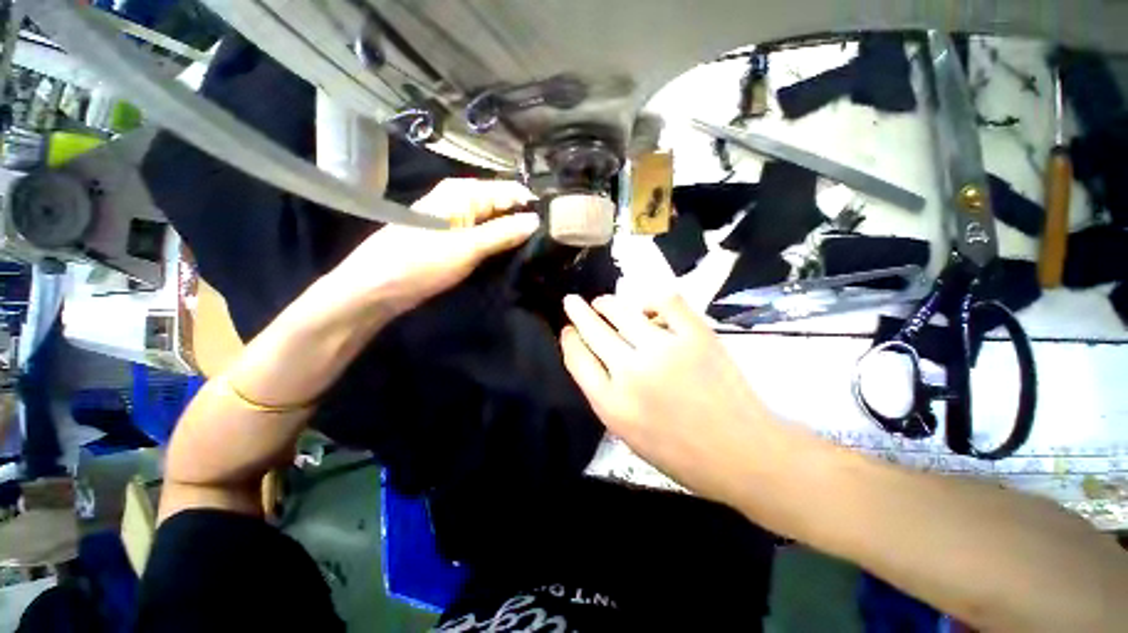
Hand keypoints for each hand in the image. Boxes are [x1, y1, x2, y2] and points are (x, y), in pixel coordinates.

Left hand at [325, 179, 538, 315]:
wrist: (379, 287)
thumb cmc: (422, 261)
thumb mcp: (468, 246)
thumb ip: (504, 232)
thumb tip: (537, 220)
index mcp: (465, 192)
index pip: (511, 191)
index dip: (534, 207)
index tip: (557, 227)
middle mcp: (464, 201)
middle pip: (505, 208)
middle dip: (526, 224)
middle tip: (552, 244)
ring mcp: (460, 222)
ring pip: (497, 225)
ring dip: (515, 237)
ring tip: (541, 252)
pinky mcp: (457, 241)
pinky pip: (487, 238)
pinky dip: (501, 246)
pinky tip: (517, 257)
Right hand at [560, 294, 778, 502]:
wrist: (742, 454)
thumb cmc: (681, 453)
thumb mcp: (627, 433)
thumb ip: (605, 394)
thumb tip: (594, 357)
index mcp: (612, 404)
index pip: (577, 358)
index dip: (569, 339)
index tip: (567, 330)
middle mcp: (632, 372)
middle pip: (593, 330)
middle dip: (577, 312)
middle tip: (572, 301)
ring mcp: (665, 350)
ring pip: (622, 310)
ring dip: (606, 303)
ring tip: (603, 302)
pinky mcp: (695, 335)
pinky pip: (665, 302)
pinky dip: (650, 299)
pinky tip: (645, 306)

-=-=-

=== Required work ===
Set down, exactly and only, the lines running from the one holding "thumb cmc: (681, 453)" through the end of the records above, both ends included.

=== Final answer ===
thumb cmc: (681, 453)
thumb mcp: (627, 433)
thumb ip: (605, 394)
thumb tip: (594, 357)
index mcp: (612, 404)
index pip: (577, 358)
index dip: (569, 339)
index tip: (567, 330)
middle mcp: (632, 372)
middle pip: (593, 330)
middle dip: (577, 312)
middle tip: (572, 301)
ring mcp: (665, 350)
ring pip: (622, 310)
ring dip: (606, 303)
ring tip: (603, 302)
pinky mcp: (695, 335)
pinky pip: (665, 302)
pinky dip: (650, 299)
pinky tip: (645, 306)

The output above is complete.